How to complete this task - Working through the lines below, return each one that holds "street".
-------
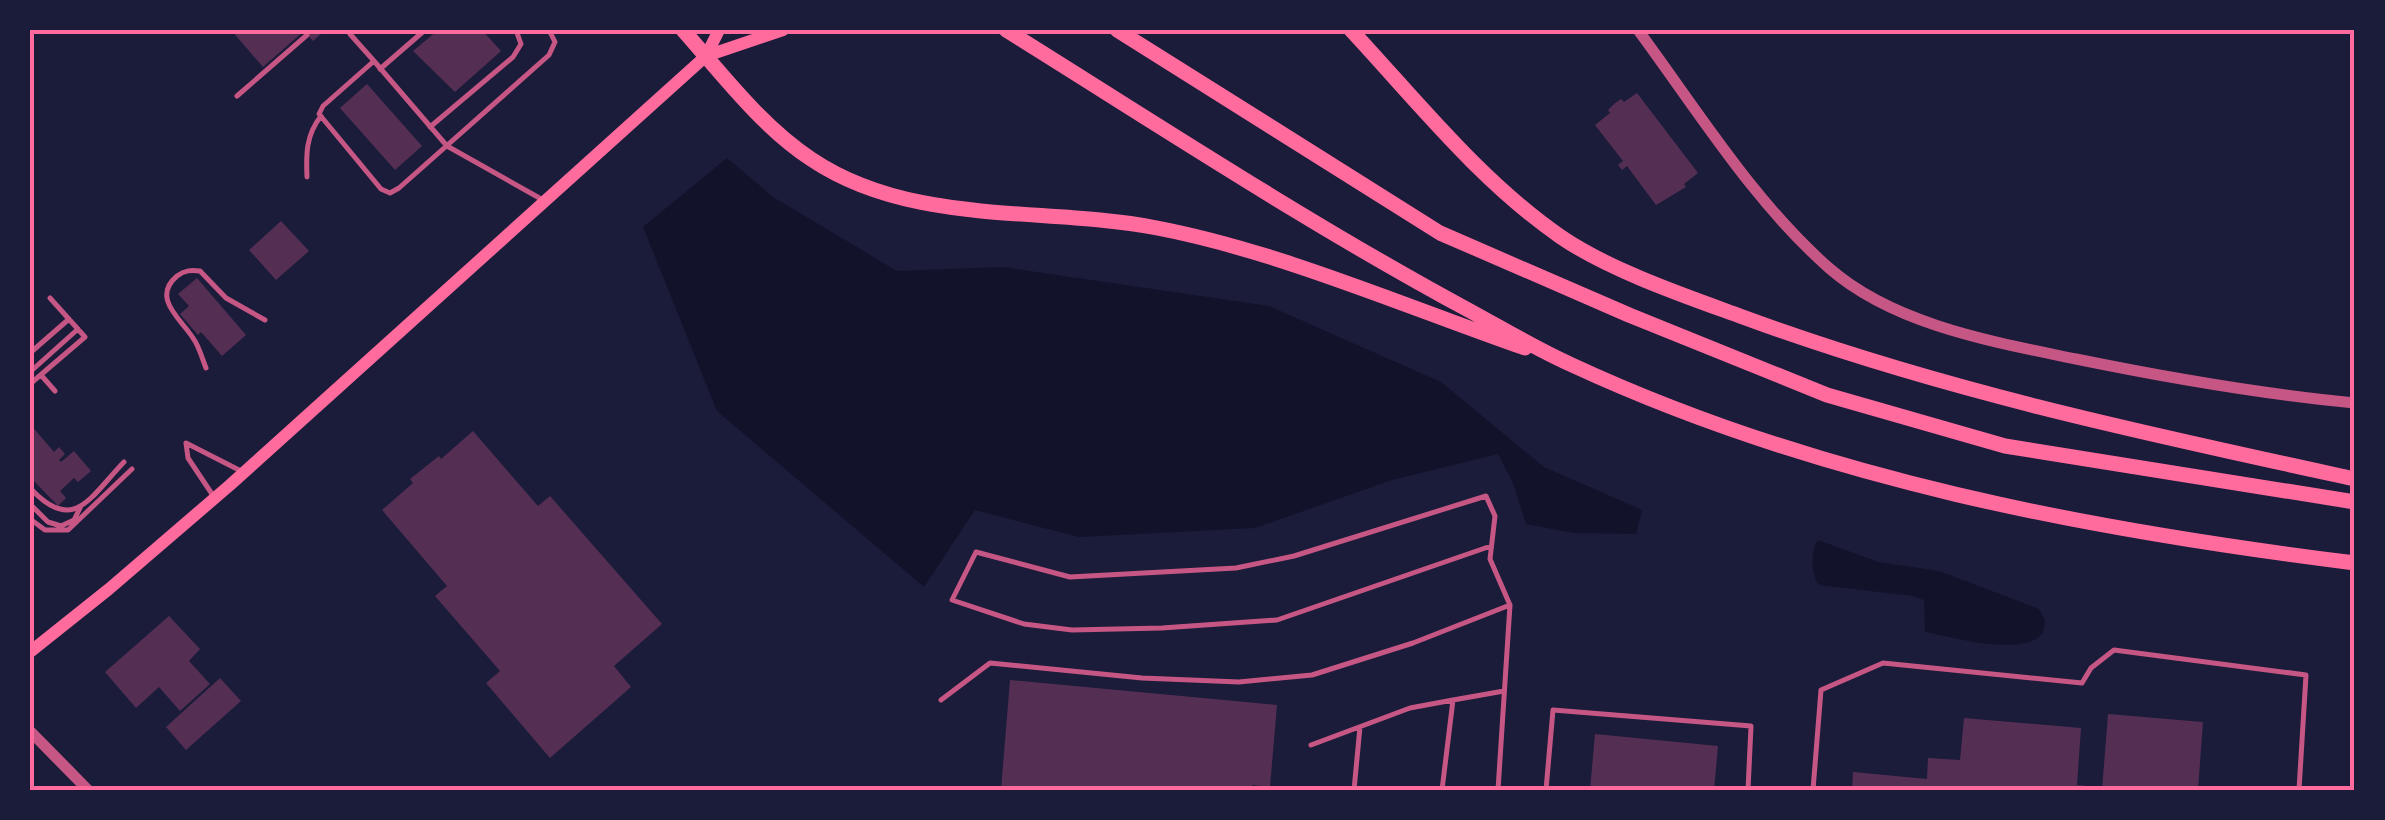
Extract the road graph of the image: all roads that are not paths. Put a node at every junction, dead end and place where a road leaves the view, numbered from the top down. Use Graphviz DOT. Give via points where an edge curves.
graph roads {
  1 [pos="425,30"];
  2 [pos="516,30"];
  3 [pos="549,30"];
  4 [pos="683,30"];
  5 [pos="718,30"];
  6 [pos="784,30"];
  7 [pos="1006,30"];
  8 [pos="1118,30"];
  9 [pos="1351,30"];
  10 [pos="1638,30"];
  11 [pos="350,34"];
  12 [pos="307,36"];
  13 [pos="706,56"];
  14 [pos="374,61"];
  15 [pos="380,69"];
  16 [pos="237,96"];
  17 [pos="321,116"];
  18 [pos="430,127"];
  19 [pos="446,146"];
  20 [pos="307,177"];
  21 [pos="545,201"];
  22 [pos="50,298"];
  23 [pos="70,319"];
  24 [pos="264,320"];
  25 [pos="78,329"];
  26 [pos="30,352"];
  27 [pos="1571,365"];
  28 [pos="206,368"];
  29 [pos="30,372"];
  30 [pos="41,375"];
  31 [pos="30,384"];
  32 [pos="56,391"];
  33 [pos="2355,404"];
  34 [pos="124,462"];
  35 [pos="132,468"];
  36 [pos="243,473"];
  37 [pos="2355,479"];
  38 [pos="31,489"];
  39 [pos="215,498"];
  40 [pos="2355,502"];
  41 [pos="30,504"];
  42 [pos="80,507"];
  43 [pos="30,519"];
  44 [pos="1491,546"];
  45 [pos="2355,563"];
  46 [pos="1510,604"];
  47 [pos="30,652"];
  48 [pos="1504,690"];
  49 [pos="941,700"];
  50 [pos="1452,700"];
  51 [pos="1360,727"];
  52 [pos="30,731"];
  53 [pos="1310,745"];
  54 [pos="88,790"];
  55 [pos="1354,790"];
  56 [pos="1442,790"];
  57 [pos="1498,790"];
  58 [pos="1546,790"];
  59 [pos="1748,790"];
  60 [pos="1813,790"];
  61 [pos="2299,790"];
  1 -- 15 [label="lane"];
  2 -- 18 [label="lane" via="521,44 513,57"];
  3 -- 19 [label="lane" via="555,42 549,55"];
  4 -- 13 [label="highway"];
  5 -- 13 [label="main road"];
  6 -- 13 [label="main road"];
  7 -- 27 [label="highway" via="1384,265"];
  8 -- 40 [label="highway" via="1440,232 1827,395 2005,446"];
  9 -- 37 [label="highway" via="1524,210 1565,240 1661,287 1844,355 2069,417"];
  10 -- 33 [label="street" via="1777,217 1831,270 1872,298 1970,337 2196,384"];
  11 -- 14 [label="lane"];
  12 -- 16 [label="lane"];
  13 -- 21 [label="main road"];
  13 -- 27 [label="highway" via="770,125 854,184 905,200 1156,228 1247,250"];
  14 -- 15 [label="lane"];
  14 -- 17 [label="lane"];
  15 -- 18 [label="lane"];
  17 -- 19 [label="lane" via="390,192"];
  17 -- 20 [label="lane" via="306,151"];
  18 -- 19 [label="lane"];
  19 -- 21 [label="lane"];
  21 -- 36 [label="main road"];
  22 -- 23 [label="lane"];
  23 -- 25 [label="lane"];
  23 -- 26 [label="lane"];
  24 -- 28 [label="lane" via="226,298 200,271 182,272 166,299"];
  25 -- 29 [label="lane"];
  25 -- 30 [label="lane" via="85,337"];
  27 -- 45 [label="highway" via="1782,446 1942,491 2216,546"];
  30 -- 31 [label="lane"];
  30 -- 32 [label="lane"];
  34 -- 42 [label="lane"];
  35 -- 43 [label="lane" via="68,530 45,530"];
  36 -- 39 [label="main road"];
  36 -- 39 [label="lane" via="186,443 188,458"];
  38 -- 42 [label="lane" via="58,512"];
  39 -- 47 [label="main road"];
  41 -- 42 [label="lane" via="60,526 74,520"];
  44 -- 44 [label="lane" via="1494,516 1486,496 1236,568 1070,576 976,552 952,600 1024,624 1072,630 1277,620"];
  44 -- 46 [label="lane"];
  46 -- 48 [label="lane"];
  46 -- 49 [label="lane" via="1312,675 1238,682 990,663"];
  48 -- 50 [label="lane"];
  48 -- 57 [label="lane"];
  50 -- 51 [label="lane"];
  50 -- 56 [label="lane"];
  51 -- 53 [label="lane"];
  51 -- 55 [label="lane"];
  52 -- 54 [label="street"];
  58 -- 59 [label="lane" via="1553,710 1750,726"];
  60 -- 61 [label="lane" via="1820,690 1883,662 2082,682 2114,650 2306,675"];
}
-------
Result of this task -
  10 -- 33 [label="street" via="1777,217 1831,270 1872,298 1970,337 2196,384"];
  52 -- 54 [label="street"];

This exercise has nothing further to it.